RASMALAI: Resources for Adaptive Speech Modeling in Indian Languages with Accents and Intonations
- URL: http://arxiv.org/abs/2505.18609v2
- Date: Tue, 27 May 2025 14:19:23 GMT
- Title: RASMALAI: Resources for Adaptive Speech Modeling in Indian Languages with Accents and Intonations
- Authors: Ashwin Sankar, Yoach Lacombe, Sherry Thomas, Praveen Srinivasa Varadhan, Sanchit Gandhi, Mitesh M Khapra,
- Abstract summary: We introduce RASMALAI, a large-scale speech dataset with rich text descriptions.<n>We develop IndicParlerTTS, the first open-source, text-description-guided TTS for Indian languages.

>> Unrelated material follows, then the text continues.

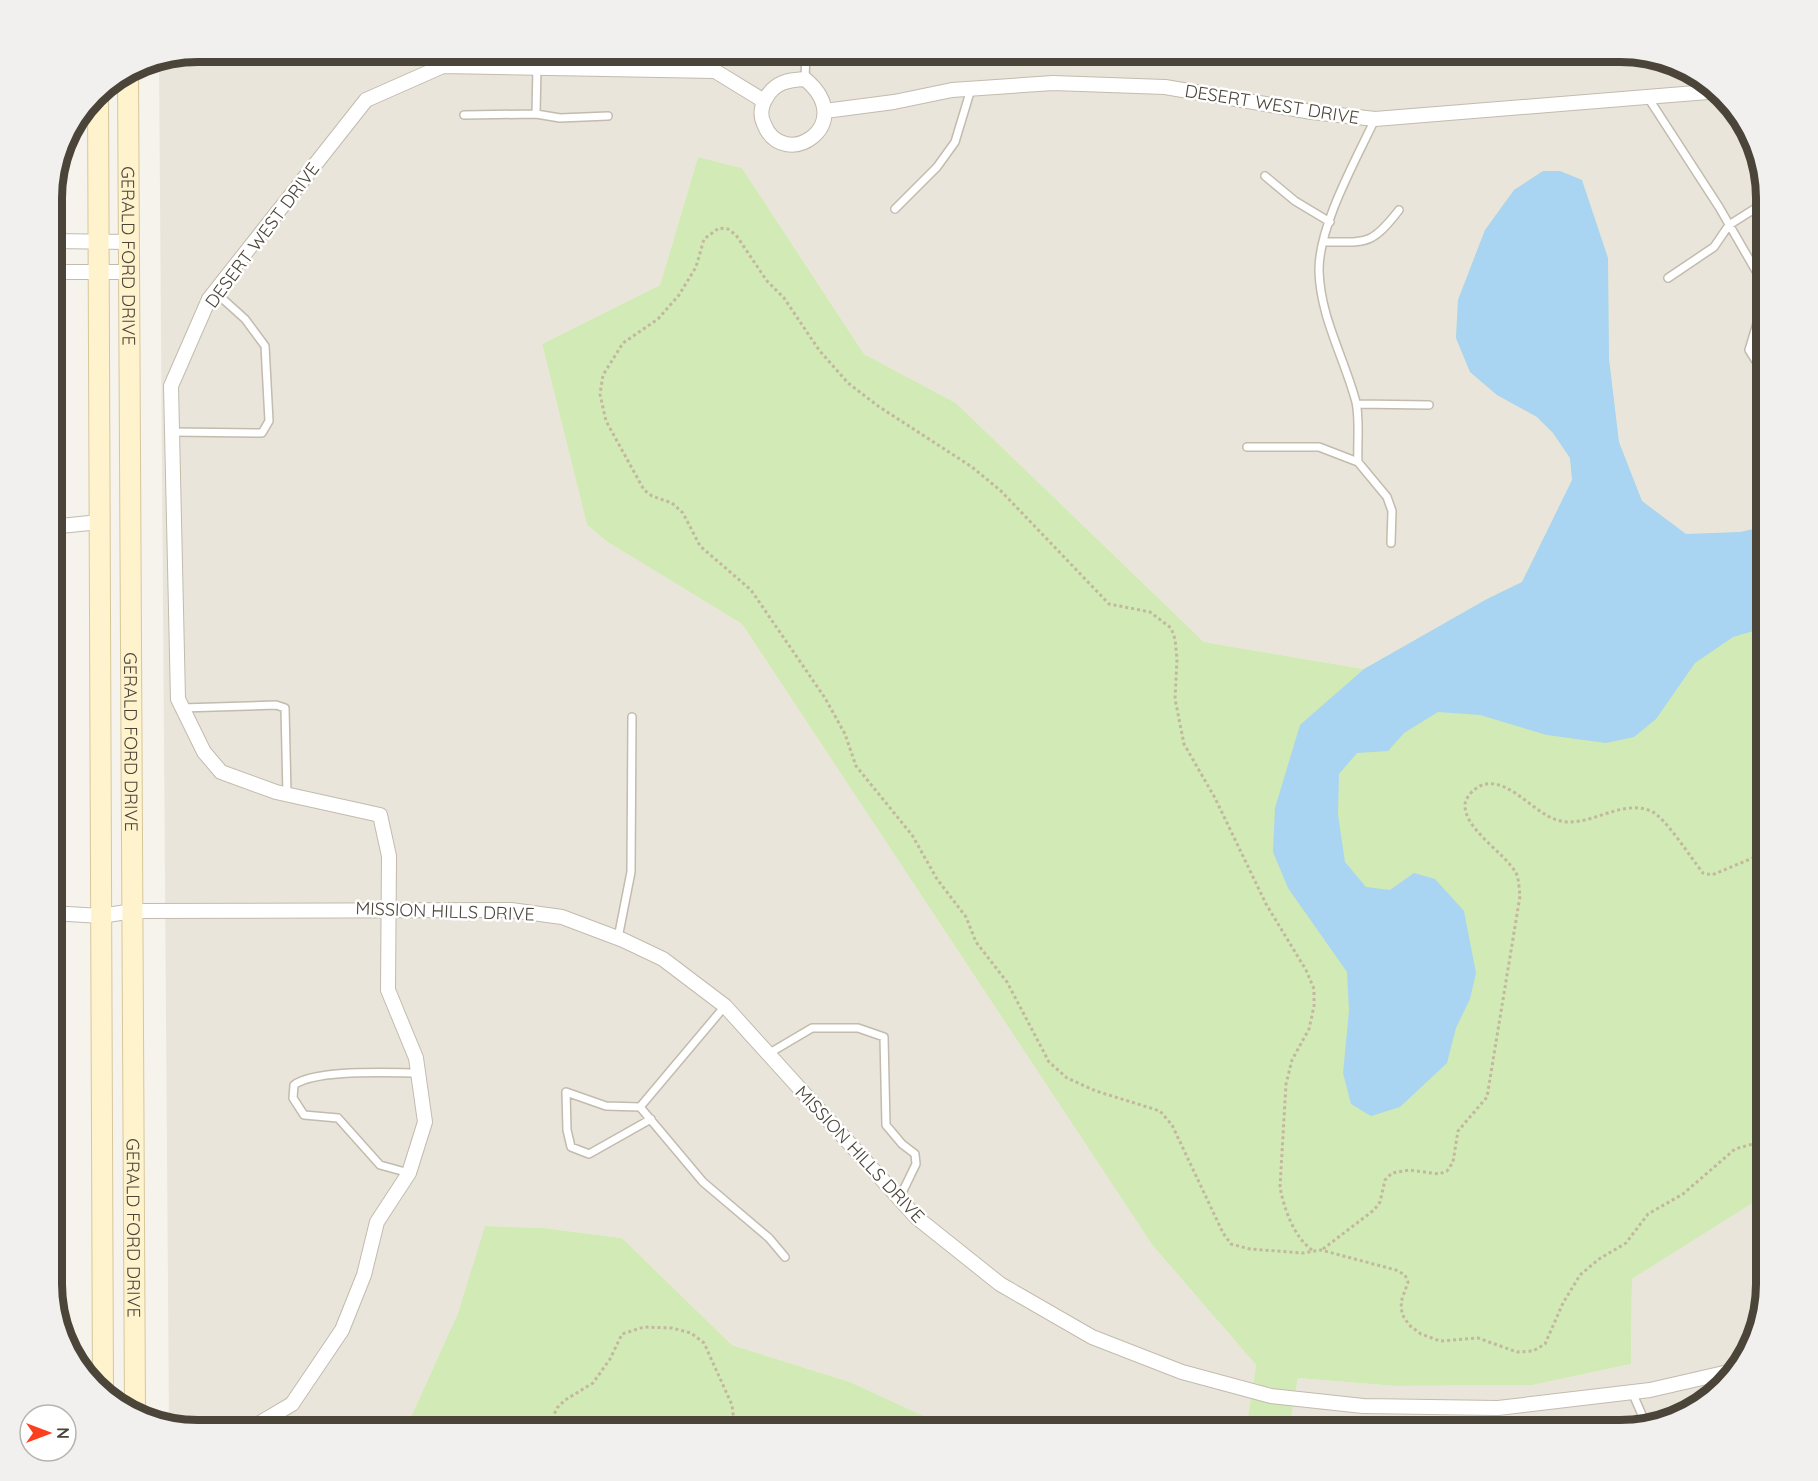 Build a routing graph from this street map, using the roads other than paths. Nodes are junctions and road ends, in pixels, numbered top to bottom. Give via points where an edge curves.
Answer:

- Score: 15.198945496921914
- License: http://creativecommons.org/licenses/by/4.0/
- Abstract: We introduce RASMALAI, a large-scale speech dataset with rich text descriptions, designed to advance controllable and expressive text-to-speech (TTS) synthesis for 23 Indian languages and English. It comprises 13,000 hours of speech and 24 million text-description annotations with fine-grained attributes like speaker identity, accent, emotion, style, and background conditions. Using RASMALAI, we develop IndicParlerTTS, the first open-source, text-description-guided TTS for Indian languages. Systematic evaluation demonstrates its ability to generate high-quality speech for named speakers, reliably follow text descriptions and accurately synthesize specified attributes. Additionally, it effectively transfers expressive characteristics both within and across languages. IndicParlerTTS consistently achieves strong performance across these evaluations, setting a new standard for controllable multilingual expressive speech synthesis in Indian languages.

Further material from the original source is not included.